It’s difficult to resist a good Les Dawson joke, especially at a Conservative Party conference fringe meeting – a type of event not usually known for laughs. So you can forgive Steve Mastin, chairman of the Conservative Education Society and history specialist for the Inspiration Trust, for the following: “I went to my doctor and asked for something for persistent wind. He gave me a kite.”
The context was Mastin’s assessment of education pre-2010: kites were all that teachers had been repeatedly given until Michael Gove’s time as education secretary. Instead of kites, Gove gave us headlines, lots of them, spawned by soaring rhetoric flying high on the winds of change that he blasted through the school system.
And he’s still at it in his new job over at Defra, grabbing attention with colourful references to pigs’ ears and the EU.
Post the Gove years, things are slightly quieter now in education – something most people would welcome. After all the radical changes and grandstanding, what was needed was someone who would come in, sweep up all the smashed pieces of the system and diligently glue them back together.
And that is just what education secretary Justine Greening is doing. It’s a boring task – there’s no kudos, no glamour in it, no wham-bam headlines.

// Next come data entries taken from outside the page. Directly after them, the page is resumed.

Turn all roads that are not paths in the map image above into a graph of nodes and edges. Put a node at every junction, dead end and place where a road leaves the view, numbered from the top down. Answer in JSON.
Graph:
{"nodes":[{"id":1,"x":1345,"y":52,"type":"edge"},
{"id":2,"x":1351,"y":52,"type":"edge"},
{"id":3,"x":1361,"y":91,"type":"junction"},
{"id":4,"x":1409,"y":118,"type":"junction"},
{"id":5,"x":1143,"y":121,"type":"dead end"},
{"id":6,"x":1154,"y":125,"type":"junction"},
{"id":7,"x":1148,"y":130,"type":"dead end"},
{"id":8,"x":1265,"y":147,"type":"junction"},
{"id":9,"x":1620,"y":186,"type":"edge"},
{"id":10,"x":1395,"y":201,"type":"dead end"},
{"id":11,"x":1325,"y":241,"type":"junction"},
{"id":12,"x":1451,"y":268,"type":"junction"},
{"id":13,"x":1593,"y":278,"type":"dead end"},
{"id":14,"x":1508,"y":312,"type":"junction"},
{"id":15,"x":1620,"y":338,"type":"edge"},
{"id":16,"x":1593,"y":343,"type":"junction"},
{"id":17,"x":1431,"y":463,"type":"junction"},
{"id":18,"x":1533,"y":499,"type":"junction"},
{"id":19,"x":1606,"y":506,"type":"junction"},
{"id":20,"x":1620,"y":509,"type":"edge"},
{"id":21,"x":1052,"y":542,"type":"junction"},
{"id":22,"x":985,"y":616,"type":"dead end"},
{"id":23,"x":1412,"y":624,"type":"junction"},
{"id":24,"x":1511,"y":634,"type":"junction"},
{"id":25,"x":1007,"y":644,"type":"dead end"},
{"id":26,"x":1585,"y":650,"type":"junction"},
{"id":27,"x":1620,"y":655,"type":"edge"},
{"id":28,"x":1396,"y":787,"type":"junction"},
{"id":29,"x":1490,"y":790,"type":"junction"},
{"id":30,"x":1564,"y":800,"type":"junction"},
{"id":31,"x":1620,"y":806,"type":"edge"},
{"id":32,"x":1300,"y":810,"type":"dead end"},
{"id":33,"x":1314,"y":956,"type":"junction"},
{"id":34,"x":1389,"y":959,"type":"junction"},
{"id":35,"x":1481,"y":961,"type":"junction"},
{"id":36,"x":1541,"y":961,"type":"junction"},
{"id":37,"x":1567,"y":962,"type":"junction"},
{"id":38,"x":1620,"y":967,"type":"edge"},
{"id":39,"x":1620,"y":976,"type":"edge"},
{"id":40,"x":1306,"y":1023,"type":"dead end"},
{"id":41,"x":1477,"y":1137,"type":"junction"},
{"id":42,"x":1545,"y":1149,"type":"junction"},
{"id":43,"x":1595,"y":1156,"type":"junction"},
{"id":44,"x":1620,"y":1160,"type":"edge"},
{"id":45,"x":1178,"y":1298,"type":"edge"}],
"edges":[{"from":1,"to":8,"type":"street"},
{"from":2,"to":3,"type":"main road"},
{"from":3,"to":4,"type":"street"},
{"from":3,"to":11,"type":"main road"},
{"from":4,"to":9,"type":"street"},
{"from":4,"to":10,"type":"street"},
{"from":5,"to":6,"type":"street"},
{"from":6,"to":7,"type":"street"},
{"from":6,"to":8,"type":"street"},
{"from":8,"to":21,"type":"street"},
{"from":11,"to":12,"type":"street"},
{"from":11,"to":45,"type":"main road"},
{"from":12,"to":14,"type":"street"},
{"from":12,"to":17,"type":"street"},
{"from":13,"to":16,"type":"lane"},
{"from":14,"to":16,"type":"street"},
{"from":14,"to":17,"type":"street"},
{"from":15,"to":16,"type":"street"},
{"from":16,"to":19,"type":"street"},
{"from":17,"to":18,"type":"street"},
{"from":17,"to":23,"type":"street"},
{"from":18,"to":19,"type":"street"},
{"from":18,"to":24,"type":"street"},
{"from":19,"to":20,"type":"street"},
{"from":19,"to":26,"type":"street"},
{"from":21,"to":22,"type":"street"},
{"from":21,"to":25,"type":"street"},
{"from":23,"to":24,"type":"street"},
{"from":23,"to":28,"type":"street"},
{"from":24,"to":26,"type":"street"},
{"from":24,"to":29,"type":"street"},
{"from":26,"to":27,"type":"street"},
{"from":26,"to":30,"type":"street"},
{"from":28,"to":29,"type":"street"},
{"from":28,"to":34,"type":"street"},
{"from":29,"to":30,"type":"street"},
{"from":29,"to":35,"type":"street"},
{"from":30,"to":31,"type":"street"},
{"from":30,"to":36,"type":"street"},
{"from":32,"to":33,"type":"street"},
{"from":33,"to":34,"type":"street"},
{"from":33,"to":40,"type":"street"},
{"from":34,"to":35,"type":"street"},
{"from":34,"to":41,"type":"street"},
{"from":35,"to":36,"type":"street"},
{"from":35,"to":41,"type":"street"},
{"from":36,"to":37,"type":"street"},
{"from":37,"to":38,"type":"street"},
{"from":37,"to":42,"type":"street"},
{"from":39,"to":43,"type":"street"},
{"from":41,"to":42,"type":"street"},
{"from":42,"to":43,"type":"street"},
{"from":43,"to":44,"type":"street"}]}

In fact, Greening’s conference speech on Sunday (bit.ly/GreeningConf) was less a peroration and more a shopping list – student fees, opportunity areas, degree apprenticeships, maths hubs and English hubs – with the obligatory swipe at Labour to make sure everyone knew where they were.
This is never going to be popular with journalists or die-hard Tories who want to be thrown some red meat at conferences. But it’s hard not to admire Greening’s courage in doing what she thinks is right – the sensible, pragmatic stuff such as tidying up funding – even if it is dull.
Picking up the pieces
What we really need at the moment is boring. And I mean that most sincerely. We need a politician who is prepared to get her hands dirty, not by doing any grand designs or building new structures out of shiny new ideas, but by picking up the pieces. It’s not a cosmetic refurb that’s needed; it’s a reconstruction job.
But in doing so, she does have a duty to convey her plans with clarity and passion. Greening is doing a good day job, but it can feel like it’s the job of the permanent secretary.
Her department should be putting in the hard graft and working out the detail. What she as education secretary should be doing, at least in part, is selling her ideas with a compelling narrative.
This is what Geoff Barton, general secretary of the Association of School and College Leaders, was getting at in his take on her conference speech, when he said that he would deploy an English-teacher-in-residence at the Department for Education (bit.ly/BartonView).
She needs to work on her narrative to, as Barton says, draw in her audience and get them to see the world she wants to create. Her shadow, Angela Rayner, has a great one: single mother who battled adversity and prevailing socioeconomic gales to reach for the red stars.
Greening’s own backstory no doubt fuels her passion for social mobility: state-educated at her local comp in Rotherham, she didn’t know that private schools existed until she went to university – the first in her family to do so.
Politics is at its most compelling when it has personal narrative. Greening needs to tell more anecdotes like the joke that she knows what it’s like to be an outsider – not because she’s a gay woman, but because she was a Conservative in a strong Labour city.
It’s funny and it humanises what she is doing. Les Dawson, a working-class boy from Manchester and proud Tory voter, would no doubt approve.